Facebook Allows Putin Death Threats

In a surprising turn of events it has been reported that Facebook is allowing death threats and other calls for violence against Vladimir Putin and Russian soldiers in Ukraine in contrast to the companies long held policy against such speech.

Facebook has long had a ban on threats that could lead to death or other forms of high-severity violence. In the past the company has defined such threats as statement of intent to commit high-severity violence, calls for violence even when there is no specific target of the violence, statements advocating for violence, or statements admitting to past high-severity violence [1].

However, Reuters recently reported that Facebook is allowing war posts urging violence against Russian invader and their leader [2].

Nick Clegg, President of Global Affairs for Meta which is the parent company of Facebook, took to Twitter to address the reporting. In his statement, Clegg wrote that Meta's "policies are focused on protecting people's rights to speech as an expression of self-defense in reaction to a military invasion of their country," and continued that if Meta were to enforce their "standard content policies without any adjustments [they] would now be removing content from ordinary Ukrainians expressing their resistance and fury at the invading military forces, which would rightly be viewed as unacceptable" [3].

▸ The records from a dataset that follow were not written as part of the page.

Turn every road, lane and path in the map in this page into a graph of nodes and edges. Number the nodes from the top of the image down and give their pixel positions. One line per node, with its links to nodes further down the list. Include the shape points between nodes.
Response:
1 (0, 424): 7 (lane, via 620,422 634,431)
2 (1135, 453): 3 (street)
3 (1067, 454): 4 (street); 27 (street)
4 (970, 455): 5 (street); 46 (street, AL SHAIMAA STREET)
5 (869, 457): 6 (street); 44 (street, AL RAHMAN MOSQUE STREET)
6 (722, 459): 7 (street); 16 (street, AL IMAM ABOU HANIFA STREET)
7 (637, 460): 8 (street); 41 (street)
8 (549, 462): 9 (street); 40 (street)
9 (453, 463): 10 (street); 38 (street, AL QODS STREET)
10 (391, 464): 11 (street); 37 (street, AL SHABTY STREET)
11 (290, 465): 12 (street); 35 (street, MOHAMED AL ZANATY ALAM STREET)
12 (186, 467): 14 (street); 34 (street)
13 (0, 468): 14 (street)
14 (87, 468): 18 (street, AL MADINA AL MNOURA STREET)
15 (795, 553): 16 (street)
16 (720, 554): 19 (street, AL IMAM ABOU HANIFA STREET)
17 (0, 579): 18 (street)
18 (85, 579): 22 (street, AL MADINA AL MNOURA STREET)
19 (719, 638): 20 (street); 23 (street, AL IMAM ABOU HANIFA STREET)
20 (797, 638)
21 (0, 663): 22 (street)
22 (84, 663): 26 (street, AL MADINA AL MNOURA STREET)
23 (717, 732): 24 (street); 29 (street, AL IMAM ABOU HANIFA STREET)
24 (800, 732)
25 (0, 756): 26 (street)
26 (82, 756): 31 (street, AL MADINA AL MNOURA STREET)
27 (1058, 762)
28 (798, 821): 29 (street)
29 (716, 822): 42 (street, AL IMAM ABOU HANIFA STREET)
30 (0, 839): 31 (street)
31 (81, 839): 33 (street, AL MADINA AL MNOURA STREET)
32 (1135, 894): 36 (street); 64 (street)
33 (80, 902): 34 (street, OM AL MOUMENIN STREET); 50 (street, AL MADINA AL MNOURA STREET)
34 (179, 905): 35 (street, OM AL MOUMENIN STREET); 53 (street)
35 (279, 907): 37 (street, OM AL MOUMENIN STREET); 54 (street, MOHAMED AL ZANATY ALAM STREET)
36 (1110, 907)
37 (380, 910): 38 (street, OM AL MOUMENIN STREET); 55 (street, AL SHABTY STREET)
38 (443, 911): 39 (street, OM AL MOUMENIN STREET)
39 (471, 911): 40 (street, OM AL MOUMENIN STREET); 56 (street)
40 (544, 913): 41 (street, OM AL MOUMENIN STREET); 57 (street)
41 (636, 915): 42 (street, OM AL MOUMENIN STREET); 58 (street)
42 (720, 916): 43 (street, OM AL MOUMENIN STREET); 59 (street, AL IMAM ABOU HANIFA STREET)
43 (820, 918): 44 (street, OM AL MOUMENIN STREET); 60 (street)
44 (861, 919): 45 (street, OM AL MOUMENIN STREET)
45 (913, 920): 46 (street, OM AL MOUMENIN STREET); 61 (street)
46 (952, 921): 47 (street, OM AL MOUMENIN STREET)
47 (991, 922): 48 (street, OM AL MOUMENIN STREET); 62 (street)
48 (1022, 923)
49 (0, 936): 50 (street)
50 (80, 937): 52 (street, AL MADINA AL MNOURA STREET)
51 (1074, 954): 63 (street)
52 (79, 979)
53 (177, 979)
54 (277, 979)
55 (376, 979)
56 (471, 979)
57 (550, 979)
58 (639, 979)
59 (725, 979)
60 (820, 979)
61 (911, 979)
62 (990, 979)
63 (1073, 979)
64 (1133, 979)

This is only the most recent increase in hostilities between the tech giant and the Russian government. The digital conflict began almost at the same time as actual fighting broke out in Ukraine with Facebook issuing a press release where they claimed employees detected and removed two disinformation campaigns run by groups in Russia and Ukraine [4]. Mr. Putin responded by threatening to ban Facebook from Russia entirely [5] and even going so far as to label Meta as an extremist organization [6].

It is unclear how this digital conflict will be resolved, especially as the fighting in Ukraine continues to escalate, but it almost assuredly will. Neither Facebook nor Mr. Putin seem inclined to back down and, given the level of animosity and the inability of either to directly impact the other, it seems like neither party is inclined to ratchet down tension.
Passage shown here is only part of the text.